Whatever you do, there should be time in the day for at least 5-15 minutes of cleansing, grounding, centering, shielding, prayer, offerings, and connection with the Gods, Ancestors, and/or spirits. Keep in mind I am not saying this time even needs to be all at once. My family and I make prayers throughout the day -when we first see Sunna, each meal, when we see Máni (if He can be seen) and before sleep. We make offerings as often as we are able. The strictness or laxity of your schedule will depend on your needs, the requirements of your religion, and, if you are a spiritual specialist, the requirements that brings.

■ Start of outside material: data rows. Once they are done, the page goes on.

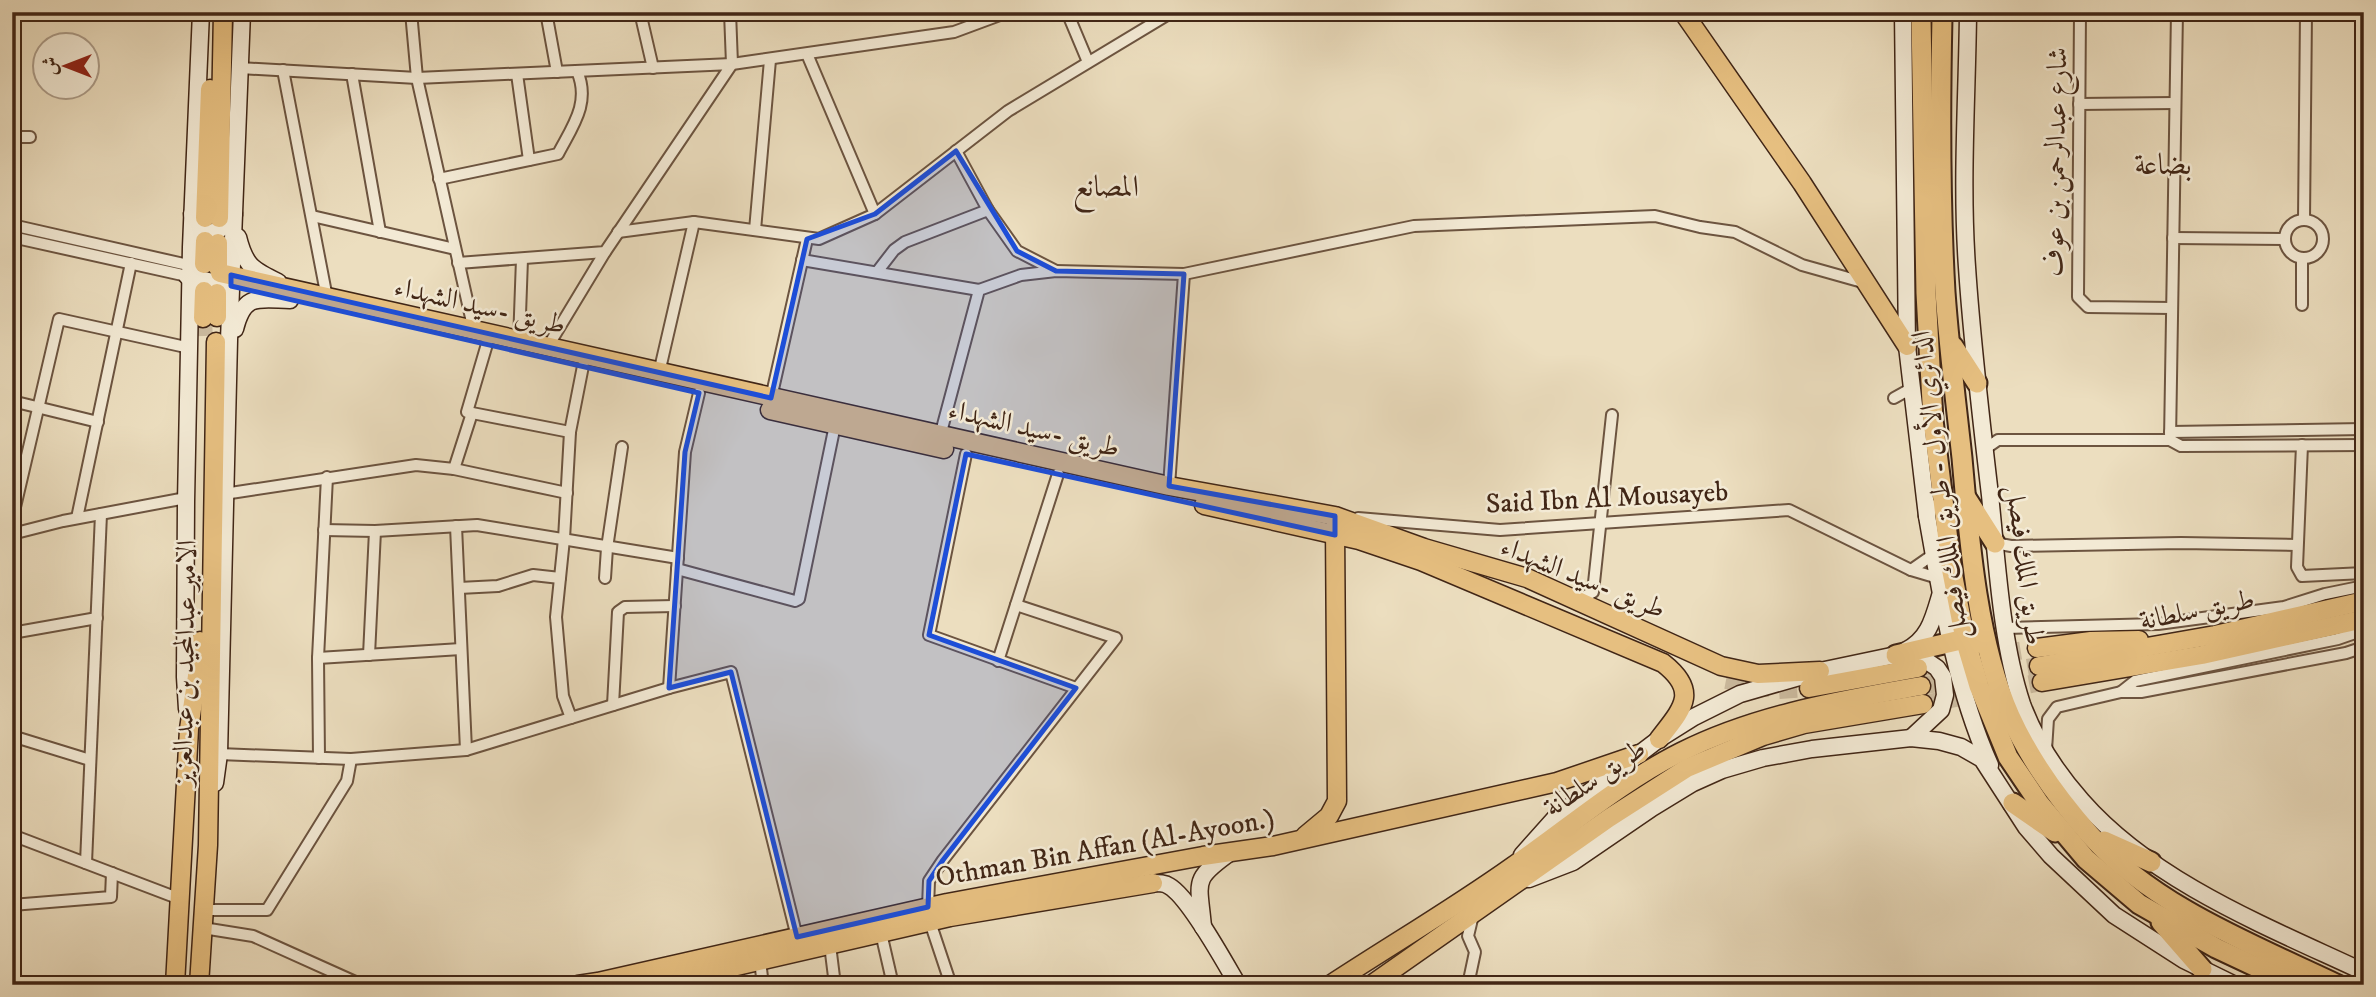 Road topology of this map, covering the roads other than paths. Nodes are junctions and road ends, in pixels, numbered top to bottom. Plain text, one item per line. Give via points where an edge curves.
1 (201, 12) edge
2 (213, 12) edge
3 (223, 12) edge
4 (242, 12) edge
5 (411, 12) edge
6 (546, 12) edge
7 (615, 12) edge
8 (640, 12) edge
9 (730, 12) edge
10 (1008, 12) edge
11 (1067, 12) edge
12 (1172, 12) edge
13 (1683, 12) edge
14 (2080, 12) edge
15 (2177, 12) edge
16 (2306, 12) edge
17 (1967, 14) edge
18 (1912, 15) edge
19 (1942, 18) dead end
20 (807, 54) junction
21 (770, 60) junction
22 (1088, 62) junction
23 (732, 64) junction
24 (240, 68) junction
25 (653, 68) junction
26 (283, 70) junction
27 (577, 71) junction
28 (556, 72) junction
29 (352, 74) junction
30 (517, 74) junction
31 (417, 78) junction
32 (2175, 103) junction
33 (2079, 104) junction
34 (12, 137) edge
35 (30, 137) dead end
36 (956, 151) junction
37 (529, 160) junction
38 (439, 179) junction
39 (988, 210) junction
40 (875, 214) junction
41 (213, 216) junction
42 (312, 216) junction
43 (2304, 220) junction
44 (694, 222) junction
45 (12, 225) edge
46 (755, 230) junction
47 (380, 232) junction
48 (618, 232) junction
49 (12, 237) edge
50 (2173, 238) junction
51 (807, 239) junction
52 (2285, 239) junction
53 (211, 242) dead end
54 (455, 249) junction
55 (606, 252) junction
56 (2302, 258) junction
57 (522, 259) junction
58 (802, 260) junction
59 (131, 263) junction
60 (458, 263) junction
61 (1056, 271) junction
62 (877, 272) junction
63 (1184, 274) junction
64 (209, 277) junction
65 (1868, 284) junction
66 (979, 290) junction
67 (292, 295) junction
68 (327, 298) junction
69 (2302, 305) dead end
70 (2172, 308) junction
71 (210, 317) tunnel mouth
72 (474, 331) junction
73 (116, 332) junction
74 (1950, 341) junction
75 (206, 342) junction
76 (519, 342) junction
77 (487, 344) junction
78 (1907, 346) junction
79 (547, 348) junction
80 (228, 358) junction
81 (583, 366) junction
82 (659, 373) junction
83 (1977, 383) junction
84 (1912, 388) junction
85 (699, 393) junction
86 (772, 398) junction
87 (1894, 398) dead end
88 (12, 401) edge
89 (1956, 405) junction
90 (38, 408) junction
91 (471, 413) junction
92 (1933, 414) junction
93 (1612, 415) dead end
94 (98, 422) junction
95 (835, 425) junction
96 (2364, 429) edge
97 (570, 432) junction
98 (940, 436) junction
99 (2170, 436) junction
100 (2302, 445) junction
101 (2364, 445) edge
102 (622, 447) dead end
103 (1985, 449) junction
104 (965, 454) junction
105 (454, 469) junction
106 (1058, 474) junction
107 (327, 477) junction
108 (1170, 486) junction
109 (224, 494) junction
110 (567, 494) junction
111 (1965, 495) junction
112 (186, 498) junction
113 (101, 514) junction
114 (1335, 516) junction
115 (1927, 516) junction
116 (77, 518) junction
117 (12, 520) edge
118 (1599, 523) junction
119 (456, 526) junction
120 (324, 530) junction
121 (375, 531) junction
122 (12, 534) edge
123 (1335, 535) junction
124 (564, 539) junction
125 (1995, 542) junction
126 (2297, 545) junction
127 (607, 548) junction
128 (1424, 548) junction
129 (1934, 554) junction
130 (677, 564) junction
131 (1910, 569) junction
132 (2364, 573) edge
133 (560, 578) junction
134 (605, 578) dead end
135 (1939, 586) junction
136 (459, 588) junction
137 (1578, 600) junction
138 (2362, 603) edge
139 (1016, 605) junction
140 (675, 606) junction
141 (2284, 607) junction
142 (2264, 609) junction
143 (97, 618) junction
144 (2006, 628) junction
145 (2364, 631) edge
146 (12, 633) edge
147 (2215, 635) junction
148 (1958, 641) junction
149 (2364, 647) edge
150 (461, 649) junction
151 (1989, 654) junction
152 (369, 655) junction
153 (1896, 655) junction
154 (318, 658) junction
155 (998, 661) junction
156 (1820, 671) junction
157 (1726, 680) tunnel mouth
158 (669, 688) junction
159 (1076, 688) junction
160 (1809, 688) tunnel mouth
161 (2121, 692) junction
162 (612, 705) junction
163 (571, 718) junction
164 (189, 729) junction
165 (12, 736) edge
166 (1659, 738) junction
167 (1911, 738) junction
168 (466, 750) junction
169 (2046, 753) junction
170 (219, 754) junction
171 (1639, 754) junction
172 (319, 758) junction
173 (351, 759) junction
174 (90, 760) junction
175 (1996, 778) junction
176 (2049, 782) junction
177 (2013, 803) junction
178 (12, 835) edge
179 (1302, 838) junction
180 (2083, 841) junction
181 (208, 845) junction
182 (1233, 851) junction
183 (2151, 862) junction
184 (86, 863) junction
185 (112, 873) junction
186 (1513, 876) junction
187 (1153, 883) joint
188 (180, 899) junction
189 (12, 905) edge
190 (2151, 911) junction
191 (929, 915) junction
192 (1473, 915) junction
193 (203, 919) junction
194 (1203, 928) junction
195 (881, 933) junction
196 (797, 937) junction
197 (830, 945) junction
198 (201, 960) junction
199 (760, 961) junction
200 (177, 962) junction
201 (2202, 969) junction
202 (2364, 972) edge
203 (165, 985) edge
204 (175, 985) edge
205 (199, 985) edge
206 (211, 985) edge
207 (362, 985) edge
208 (578, 985) edge
209 (654, 985) edge
210 (763, 985) edge
211 (835, 985) edge
212 (893, 985) edge
213 (951, 985) edge
214 (1238, 985) edge
215 (1330, 985) edge
216 (1371, 985) edge
217 (1468, 985) edge
218 (2235, 985) edge
219 (2295, 985) edge
220 (2338, 985) edge

1 - 41 main road
2 - 41 main road
3 - 41 main road
4 - 24 main road
5 - 31 street
6 - 28 street
7 - 8 street
8 - 25 street
9 - 23 street
10 - 20 street via 954,32
11 - 22 street
12 - 22 street
13 - 65 main road via 1795,183
14 - 33 street, شارع عبدالرحمن بن عوف
15 - 32 street
16 - 43 street
17 - 83 main road, طريق الملك فيصل via 1966,265
18 - 78 main road
18 - 92 highway, الدائري الأول - طريق الملك فيصل
19 - 74 highway, الدائري الأول - طريق الملك فيصل via 1940,80
20 - 21 street
20 - 40 street
21 - 23 street
21 - 46 street
22 - 36 street via 1008,111
23 - 25 street
23 - 48 street
24 - 26 street
24 - 41 main road
25 - 27 street
26 - 29 street
26 - 42 street
27 - 28 street
27 - 37 street via 581,109 558,154
28 - 30 street
29 - 31 street
29 - 47 street
30 - 31 street
30 - 37 street
31 - 38 street
32 - 33 street
32 - 50 street
33 - 70 street, شارع عبدالرحمن بن عوف via 2078,297 2088,307
34 - 35 street
36 - 39 street
36 - 40 street
37 - 38 street
38 - 54 street
39 - 61 street via 1017,251
39 - 62 street via 905,242
40 - 51 street via 819,239
41 - 64 main road
41 - 64 main road
41 - 67 main road via 247,263
42 - 47 street
42 - 68 street
43 - 52 street via 2290,226
43 - 56 street via 2317,226 2322,240 2316,254
44 - 46 street
44 - 48 street
44 - 82 street
45 - 64 street
46 - 51 street
47 - 54 street
48 - 55 street
49 - 59 street
50 - 52 street
50 - 70 street
51 - 58 street
52 - 56 street via 2291,253
53 - 64 main road
54 - 60 street
55 - 57 street
55 - 79 street
56 - 69 street
57 - 60 street
57 - 76 street
58 - 62 street
58 - 86 street
59 - 64 street
59 - 73 street
60 - 72 street
61 - 63 street
61 - 66 street via 1021,275
62 - 66 street
63 - 65 street via 1414,226 1654,216 1735,232 1802,265
63 - 108 street
64 - 67 main road, طريق -سيد الشهداء
64 - 71 main road
64 - 75 main road
64 - 75 main road
65 - 78 main road
66 - 98 street
67 - 68 main road, طريق -سيد الشهداء
67 - 77 main road, طريق -سيد الشهداء
67 - 80 main road via 256,298 241,308
68 - 72 main road, طريق -سيد الشهداء
70 - 99 street
72 - 76 main road, طريق -سيد الشهداء
73 - 75 street
73 - 90 street via 59,319
73 - 94 street
74 - 83 highway
74 - 89 highway, الدائري الأول - طريق الملك فيصل
75 - 80 main road
75 - 112 main road
75 - 164 main road, الامير عبدالمجيد بن عبدالعزيز via 200,656
75 - 181 main road, الامير عبدالمجيد بن عبدالعزيز
76 - 79 main road, طريق -سيد الشهداء
77 - 81 main road, طريق -سيد الشهداء
77 - 91 street via 467,412
78 - 84 main road
79 - 82 main road, طريق -سيد الشهداء
80 - 109 main road
81 - 85 main road, طريق -سيد الشهداء
81 - 97 street
82 - 86 main road, طريق -سيد الشهداء
83 - 103 main road, طريق الملك فيصل
84 - 87 street
84 - 115 main road
85 - 95 main road, طريق -سيد الشهداء
85 - 130 street via 685,452
86 - 98 main road, طريق -سيد الشهداء
88 - 90 street
89 - 92 highway
89 - 111 highway, الدائري الأول - طريق الملك فيصل
90 - 94 street
90 - 117 street
91 - 97 street
91 - 105 street
92 - 115 main road
92 - 148 highway, الدائري الأول - طريق الملك فيصل
93 - 118 street
94 - 116 street
95 - 104 main road, طريق -سيد الشهداء
95 - 130 street via 799,599
96 - 99 street
97 - 110 street
98 - 108 main road, طريق -سيد الشهداء
99 - 100 street via 2181,446
99 - 103 street via 1998,440
100 - 101 street
100 - 126 street
102 - 127 street
103 - 125 main road, طريق الملك فيصل
104 - 106 main road, طريق -سيد الشهداء
104 - 155 street via 929,635
105 - 107 street via 416,465
105 - 110 street
106 - 123 main road, طريق -سيد الشهداء
106 - 139 street
107 - 109 street
107 - 120 street
108 - 114 main road, طريق -سيد الشهداء
109 - 170 main road
110 - 124 street
111 - 125 highway
111 - 151 highway, الدائري الأول - طريق الملك فيصل
112 - 113 street
112 - 164 main road
113 - 116 street
113 - 143 street
114 - 118 street, Said Ibn Al Mousayeb via 1500,530
114 - 123 main road
114 - 128 main road, طريق -سيد الشهداء
115 - 129 main road
116 - 122 street
118 - 131 street, Said Ibn Al Mousayeb via 1789,510
118 - 137 street via 1592,592
119 - 121 street
119 - 124 street via 477,525
119 - 136 street
120 - 121 street
120 - 154 street
121 - 152 street
123 - 166 main road, طريق -سيد الشهداء via 1421,561 1663,663 1678,674 1684,696 1682,709
123 - 179 main road via 1337,801 1329,817
124 - 127 street
124 - 133 street
125 - 126 street via 2011,546
125 - 144 main road, طريق الملك فيصل
126 - 132 street via 2297,568 2302,576
127 - 130 street
127 - 134 street
128 - 137 main road, طريق -سيد الشهداء via 1527,578
128 - 157 main road via 1616,628
129 - 131 street
129 - 135 main road
130 - 140 street
131 - 135 street, Said Ibn Al Mousayeb
133 - 136 street via 533,575 498,586
133 - 163 street via 556,617 563,696
135 - 148 main road
135 - 153 main road via 1927,635
136 - 150 street
137 - 156 main road, طريق -سيد الشهداء via 1721,666 1758,674
138 - 141 street
138 - 141 street via 2325,594
138 - 147 main road, طريق سلطانة
138 - 147 main road, طريق سلطانة via 2202,655 2039,665
139 - 155 street
139 - 159 street via 1116,638
140 - 158 street
140 - 162 street via 625,607 618,612
141 - 142 street
142 - 144 street via 2158,624
142 - 147 street
143 - 146 street
143 - 174 street
144 - 169 main road, طريق الملك فيصل via 2017,686
145 - 161 street via 2135,681
148 - 151 highway via 1977,642
148 - 153 highway
148 - 175 main road via 1957,673
148 - 180 highway, الدائري الأول - طريق الملك فيصل via 2008,757 2039,803
149 - 161 street
150 - 152 street
150 - 168 street
151 - 176 highway, الدائري الأول - طريق الملك فيصل via 2009,715
152 - 154 street
153 - 156 main road
153 - 167 main road via 1918,655 1943,677 1941,710
154 - 172 street
155 - 159 street
156 - 166 main road via 1740,694
158 - 162 street
158 - 196 street via 731,672
159 - 191 street via 929,881
160 - 186 main road, طريق سلطانة via 1921,686 1798,709 1692,747 1649,771
161 - 169 street via 2057,707 2048,719
162 - 163 street
163 - 168 street
164 - 188 main road, الامير عبدالمجيد بن عبدالعزيز
165 - 174 street
166 - 171 main road
167 - 175 main road via 1961,747 1982,759
167 - 186 main road via 1812,749 1721,771 1652,807 1573,862
168 - 173 street
169 - 176 highway
169 - 183 main road, طريق الملك فيصل via 2081,800
170 - 172 street
170 - 181 main road
171 - 179 main road, Othman Bin Affan (Al-Ayoon.) via 1558,782
171 - 186 main road via 1555,818
172 - 173 street
173 - 193 street via 347,781 267,910
174 - 184 street
175 - 177 main road
176 - 180 highway, الدائري الأول - طريق الملك فيصل
177 - 180 highway
177 - 201 main road via 2051,856 2114,915
178 - 184 street
179 - 182 main road, Othman Bin Affan (Al-Ayoon.)
180 - 183 highway
180 - 190 highway, الدائري الأول - طريق الملك فيصل via 2086,859
180 - 220 highway, الدائري الأول - طريق الملك فيصل via 2217,929
181 - 193 main road, الامير عبدالمجيد بن عبدالعزيز
182 - 191 main road, Othman Bin Affan (Al-Ayoon.)
182 - 194 main road via 1201,877
183 - 202 main road, طريق الملك فيصل via 2234,909
184 - 185 street
185 - 188 street
185 - 189 street via 111,897
186 - 192 main road, طريق سلطانة
186 - 215 main road, طريق سلطانة
187 - 191 main road, Othman Bin Affan (Al-Ayoon.)
187 - 194 main road via 1174,889
188 - 200 main road, الامير عبدالمجيد بن عبدالعزيز
190 - 201 highway
190 - 219 highway, الدائري الأول - طريق الملك فيصل
191 - 195 main road, Othman Bin Affan (Al-Ayoon.)
191 - 196 main road, Othman Bin Affan (Al-Ayoon.)
191 - 213 street
192 - 216 main road, طريق سلطانة
192 - 217 street via 1468,936 1475,952
193 - 198 main road, الامير عبدالمجيد بن عبدالعزيز
193 - 207 street
194 - 214 main road
195 - 197 main road, Othman Bin Affan (Al-Ayoon.)
195 - 212 street
196 - 208 main road, Othman Bin Affan (Al-Ayoon.)
197 - 199 main road, Othman Bin Affan (Al-Ayoon.)
197 - 211 street
198 - 205 main road, الامير عبدالمجيد بن عبدالعزيز
198 - 206 main road
199 - 209 main road, Othman Bin Affan (Al-Ayoon.)
199 - 210 street
200 - 203 main road
200 - 204 main road, الامير عبدالمجيد بن عبدالعزيز
201 - 218 main road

Beyond spiritual self-care and cultus, there is also a need to orient as much of your life to be in concert with your worldview as possible. In my own life this has meant that I have foods that are taboo, so I have to work to avoid them. It also means that I avoid certain actions, spend my money on companies and causes that align with my interests as a polytheist and animist, and literally schedule my life around my religious obligations. Not only do I set aside hours of my life for things like divination, my family respects this time because it is service to the Gods, Ancestors, vaettir, and to those who come to me for that service.

Going Forward

There are as many ways to be a spiritual specialist as there are people, and despite the length of this post, I am only touching on the outline of the subject. A polytheist understanding of things like priests, monastics, spiritworkers, and so on is fundamentally different from that of monotheists. The requirements of different polytheist religions’ spiritual specialists will differ from one another as well. A Heathen priest will differ from those of a Kemetic priest, and even within a given polytheist religion individual requirements of spiritual specialists will differ from one another. A priest of Anpu will likely not have the same role as a priest of Aset even if many of the requirements to be a priest, the taboos held, the conduct during ceremony, the offerings made, and so on, are the same.

Whatever brings you to the work of being a spiritual specialist, whatever way you engage in it, whatever work you need to do is just that: yours. No one else can do it, no one else can do your work for you. So, if yours is to be a spiritual specialist, ves Þu heil to you, and may your luck be strong.